Questionado sobre a utilização do IMSI Catcher para levantamento de dados para fins eleitorais, Perrotti aponta que a prática é ilegal. “Ele está coletando de forma errada mesmo, colocando uma anteninha em uma região e coletando todos os telefones que estão ativos, que estão ligando, isso é uma coleta indevida, isso não é um dado público, eu não publiquei isso”, explica.
Utilizado em espaços públicos de grande circulação, como aeroportos e grandes avenidas, o IMSI Catcher obtém dados sem a manifestação de interesse pelo usuário. “A lei é bem clara que é dispensável a exigência de consentimento para os dados tornados manifestamente públicos pelo titular e essa tecnologia não coleta dados manifestamente públicos pelo titular”, completa Perrotti.
São considerados dados manifestamente públicos aqueles publicados em endereços on-line, mídias sociais ou grupos virtuais de acesso público.
Judiciário será capaz de conter ou dimensionar a prática?
Em matéria publicada no jornal O Globo no início do mês, o jornalista Marlen Couto trouxe algumas respostas para essa pergunta. Segundo apurou, as listas para disseminação de fake news continuam sendo negociadas a preços acessíveis – cerca de R$ 0,05 por mensagem enviada - assim como durante as eleições de 2018.
Mesmo com endurecimento das regras, a reportagem considera que o novo ciclo eleitoral será também marcado pela dificuldade em regular essa prática. Será ainda mais difícil sem o apoio das empresas de tecnologia, que não demonstraram preocupação até agora.
A distribuição de conteúdo falso com finalidade eleitoral ainda passa pela obtenção de dados dos usuários, fraude com CPFs, e técnicas de automatização de disparos.

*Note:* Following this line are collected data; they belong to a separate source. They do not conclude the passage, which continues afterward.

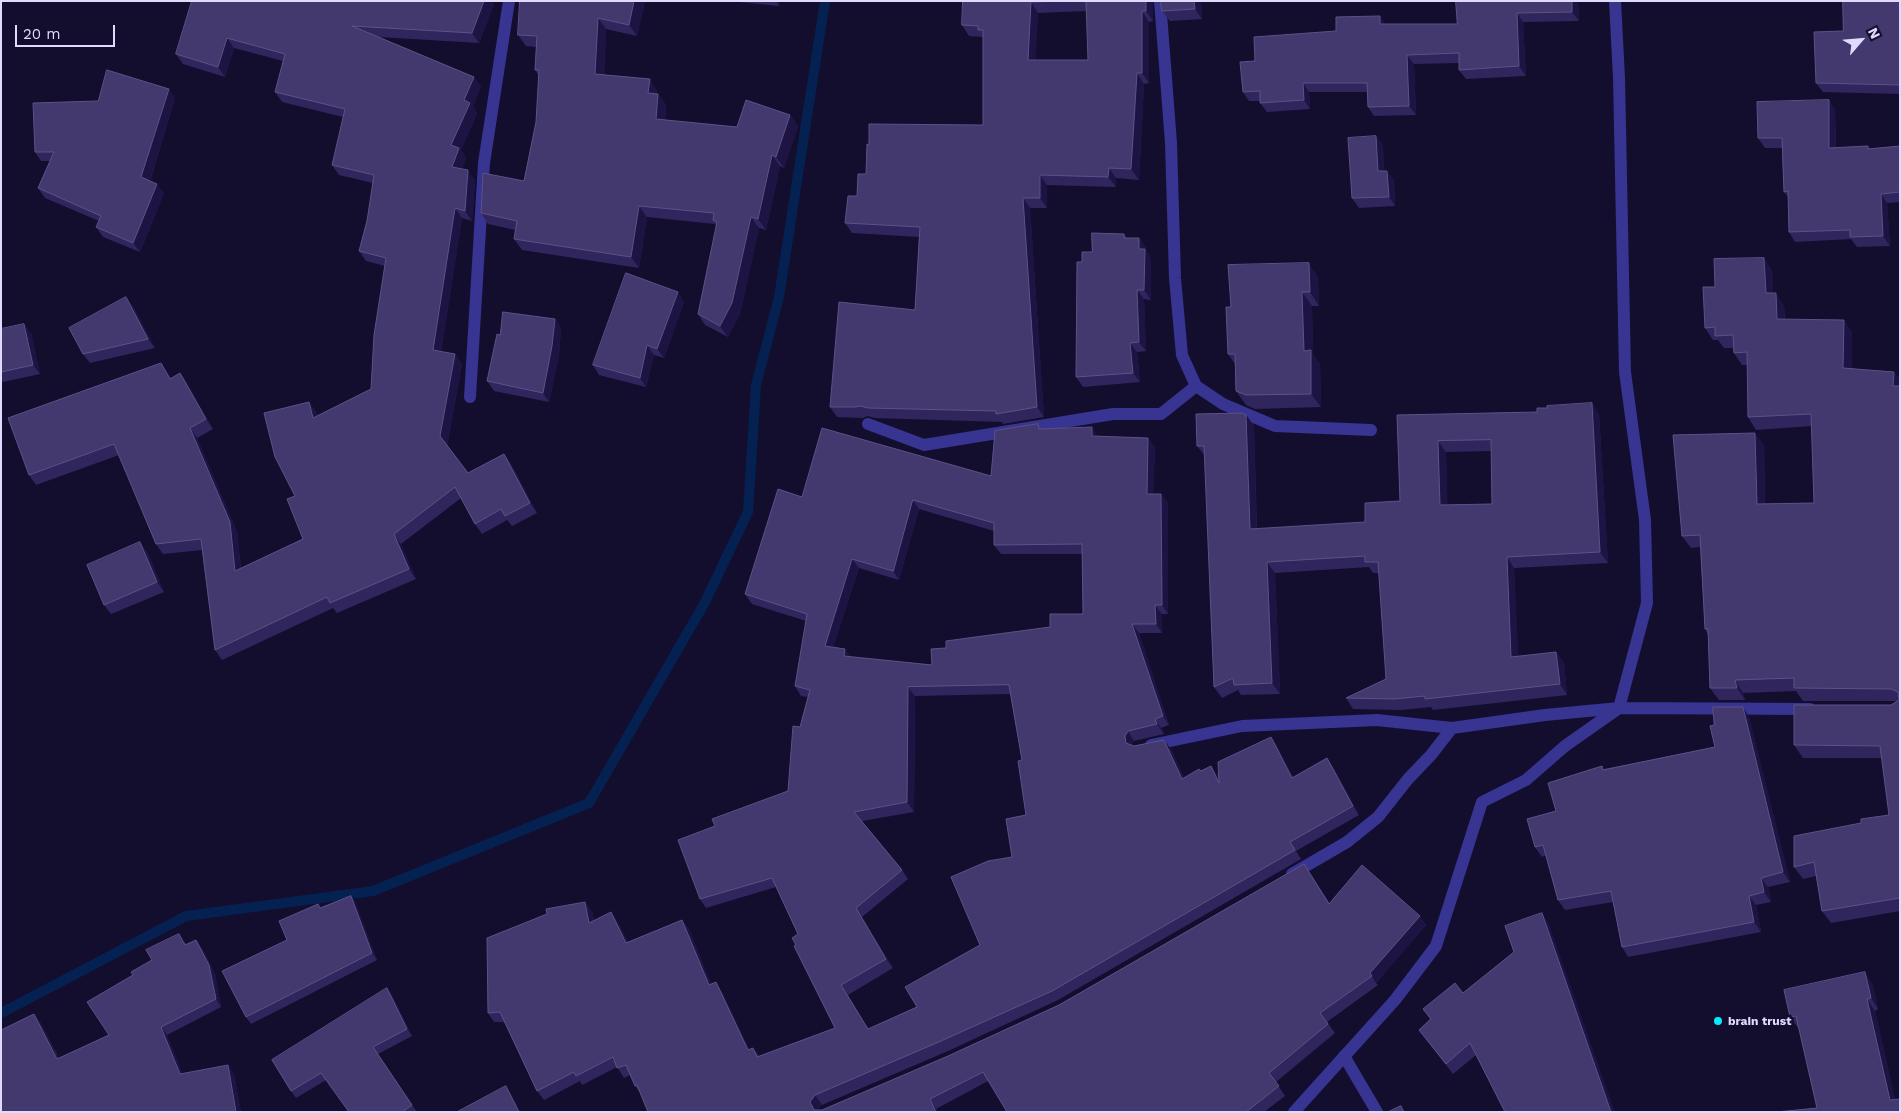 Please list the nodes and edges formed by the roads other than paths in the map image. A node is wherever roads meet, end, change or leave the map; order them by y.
1 (509, 1) edge
2 (1160, 1) edge
3 (1615, 1) edge
4 (1196, 386) junction
5 (470, 397) dead end
6 (868, 424) edge
7 (1371, 430) dead end
8 (1619, 708) junction
9 (1822, 709) edge
10 (1452, 728) junction
11 (1139, 747) edge
12 (1279, 882) edge
13 (1344, 1056) junction
14 (1294, 1112) edge
15 (1377, 1112) edge

1 - 5 street
2 - 4 street
3 - 8 street
4 - 6 street
4 - 7 street
8 - 9 street
8 - 10 street
8 - 13 street
10 - 11 street
10 - 12 street
13 - 14 street
13 - 15 street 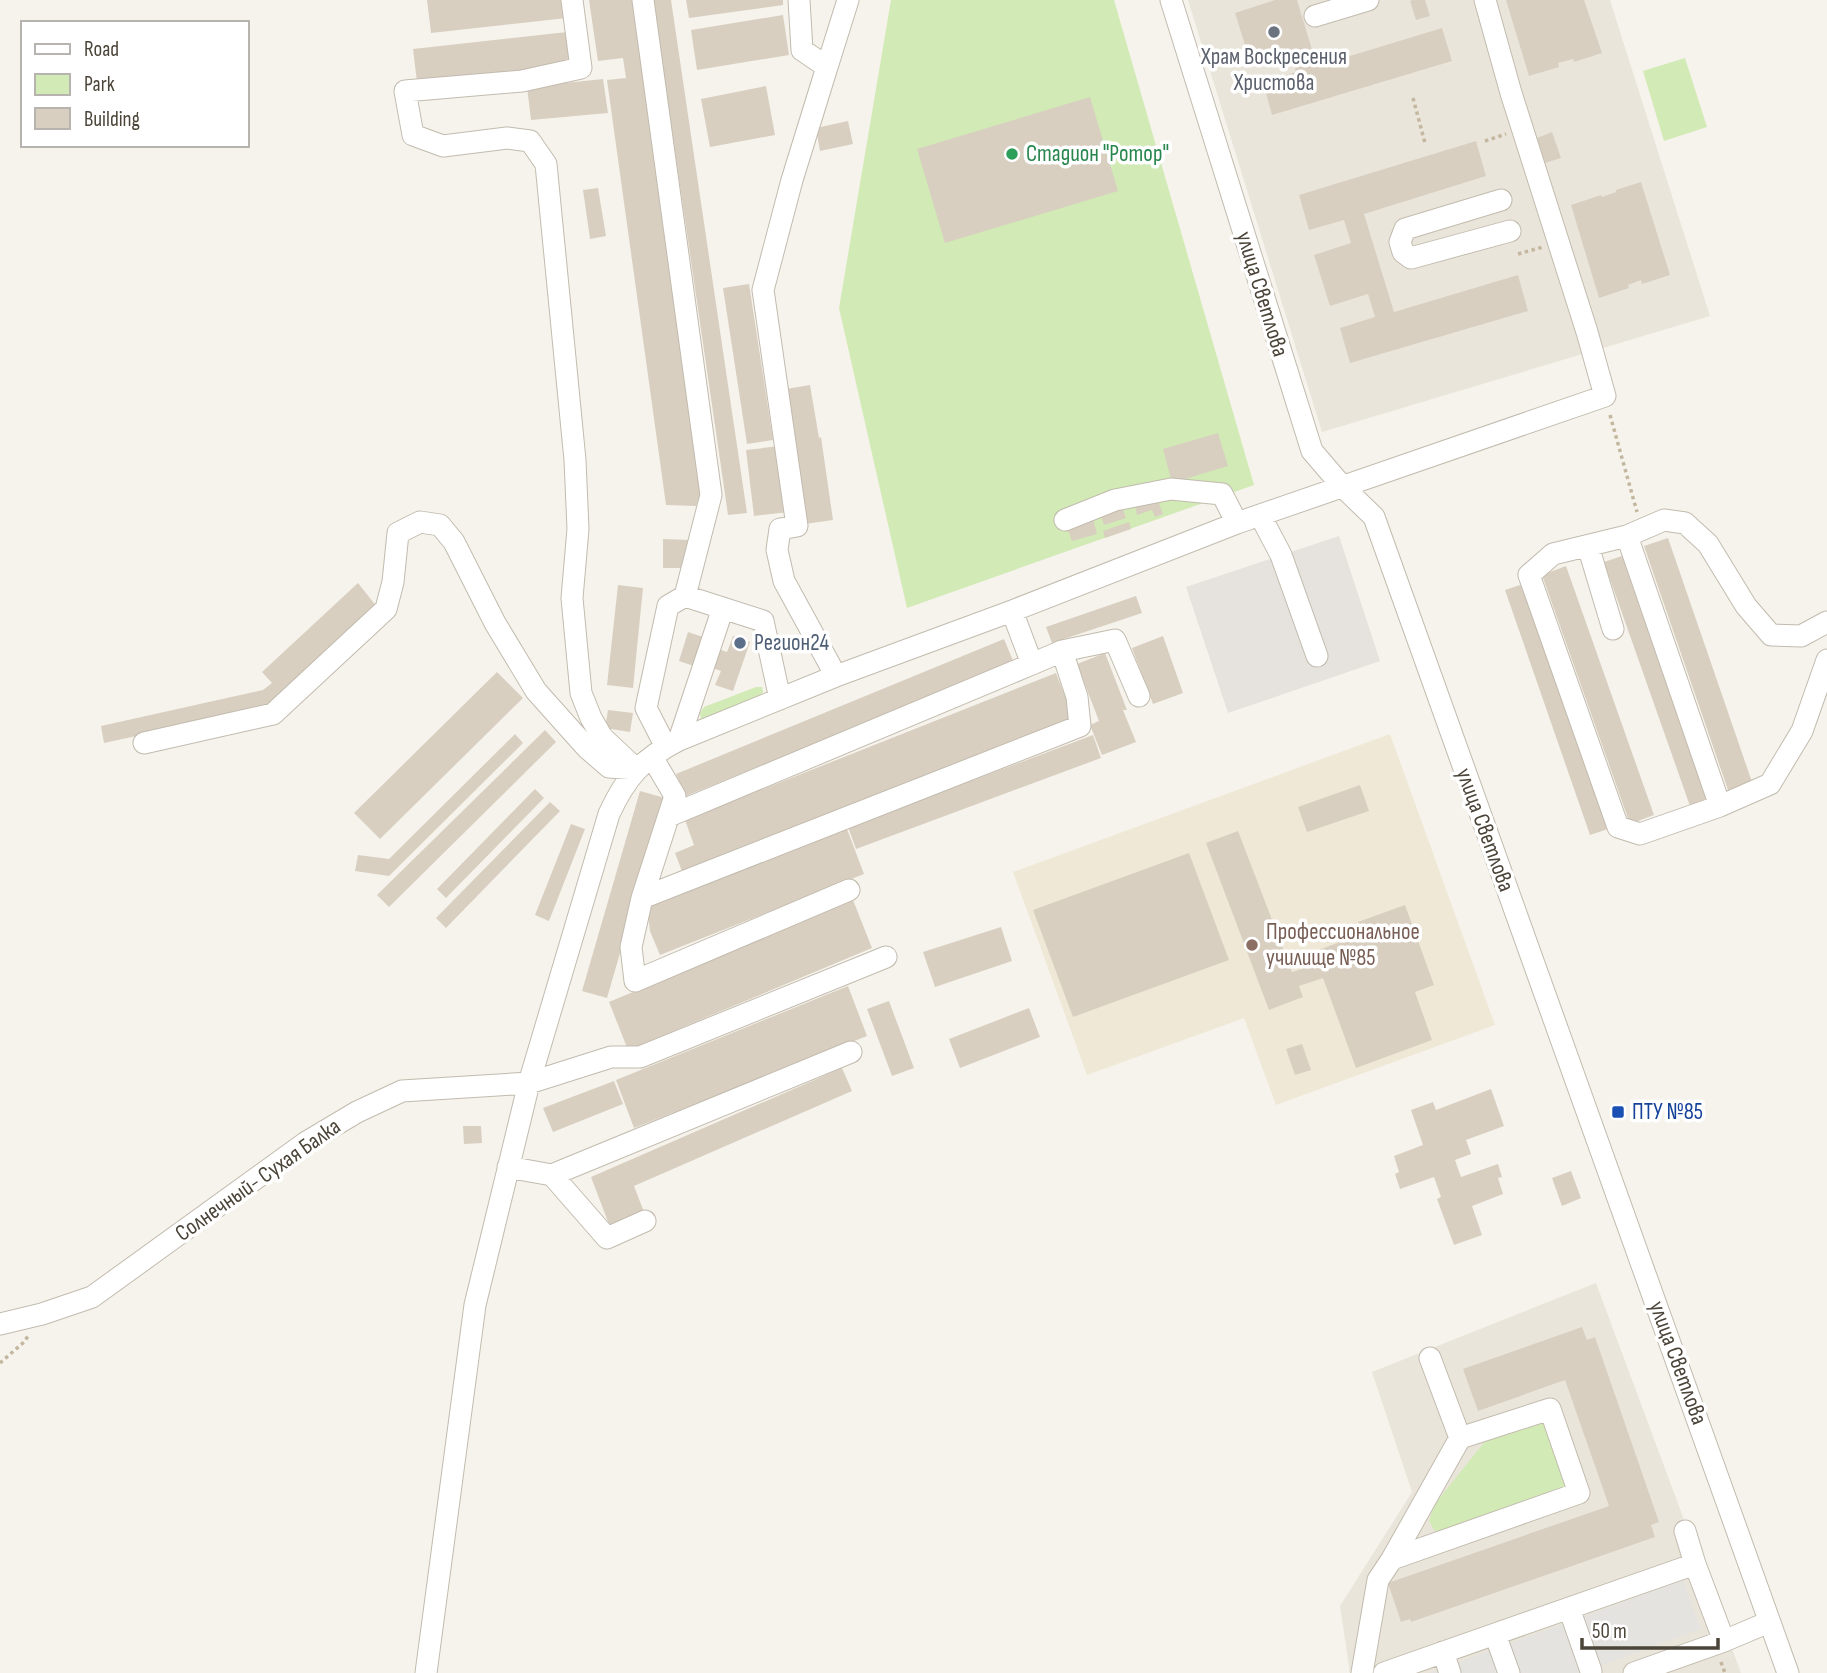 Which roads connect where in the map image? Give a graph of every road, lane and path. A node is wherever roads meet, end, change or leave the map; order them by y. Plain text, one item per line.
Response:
1 (572, 0) edge
2 (643, 0) edge
3 (799, 0) edge
4 (848, 0) edge
5 (1171, 0) edge
6 (1368, 0) edge
7 (1485, 0) edge
8 (1315, 16) dead end
9 (827, 67) junction
10 (1413, 98) dead end
11 (1425, 144) dead end
12 (1501, 200) dead end
13 (1510, 231) dead end
14 (1558, 243) junction
15 (1518, 254) dead end
16 (1605, 396) junction
17 (1342, 486) junction
18 (1260, 515) junction
19 (1065, 520) dead end
20 (1237, 523) junction
21 (1634, 533) junction
22 (1588, 546) junction
23 (685, 596) junction
24 (723, 608) junction
25 (1012, 611) junction
26 (1827, 622) edge
27 (1613, 629) dead end
28 (1062, 651) junction
29 (1317, 656) dead end
30 (1827, 660) edge
31 (1032, 664) junction
32 (836, 676) junction
33 (1139, 696) dead end
34 (780, 699) junction
35 (145, 743) dead end
36 (658, 753) junction
37 (1720, 806) junction
38 (670, 816) junction
39 (849, 890) dead end
40 (642, 898) junction
41 (886, 957) dead end
42 (851, 1052) dead end
43 (529, 1083) junction
44 (508, 1167) junction
45 (552, 1175) junction
46 (645, 1221) dead end
47 (0, 1324) edge
48 (1430, 1358) dead end
49 (1460, 1438) junction
50 (1685, 1531) dead end
51 (1392, 1559) junction
52 (1695, 1564) junction
53 (1569, 1608) junction
54 (1769, 1622) junction
55 (1494, 1634) junction
56 (1724, 1641) junction
57 (1443, 1652) junction
58 (1591, 1671) dead end
59 (426, 1673) edge
60 (1362, 1673) edge
61 (1384, 1673) edge
62 (1450, 1673) edge
63 (1509, 1673) edge
64 (1634, 1673) edge
65 (1788, 1673) edge

1 - 36 street
2 - 23 street
3 - 9 street
4 - 9 street
5 - 17 street, улица Светлова
6 - 8 street
7 - 14 street
9 - 32 street
10 - 11 path
12 - 13 street
14 - 15 path
14 - 16 street
16 - 17 street
16 - 21 path
17 - 18 street
17 - 54 street, улица Светлова
18 - 20 street
18 - 29 street
19 - 20 street
20 - 25 street
21 - 22 street
21 - 26 street
21 - 37 street
22 - 27 street
22 - 37 street
23 - 24 street
23 - 36 street
24 - 34 street
24 - 36 street
25 - 31 street
25 - 32 street
28 - 31 street
28 - 33 street
28 - 40 street
30 - 37 street
31 - 38 street
32 - 34 street
34 - 36 street
35 - 36 street
36 - 38 street
36 - 43 street
38 - 40 street
39 - 40 street
41 - 43 street, Солнечный- Сухая Балка
42 - 45 street
43 - 44 street
43 - 47 street, Солнечный- Сухая Балка
44 - 45 street
44 - 59 street
45 - 46 street
48 - 49 street
49 - 51 street
49 - 51 street
50 - 52 street
51 - 60 street
52 - 53 street
52 - 56 street
53 - 55 street
53 - 58 street
54 - 56 street
54 - 65 street, улица Светлова
55 - 57 street
55 - 63 street
56 - 64 street
57 - 61 street
57 - 62 street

O outro lado, interessado em frear a prática ilegal, trabalha no Congresso Nacional e no judiciário, representado principalmente pelo Tribunal Superior Eleitoral. Nenhuma dessas instâncias foi capaz de apresentar uma solução definitiva para o problema até agora.
O documentário
O curta “Propaganda: the new manipulators” não tem data para estreia oficial no Brasil. A produtora Art.tv também não confirmou uma data para o lançamento e afirmou que está em processo de negociação com as plataformas para exibição no país.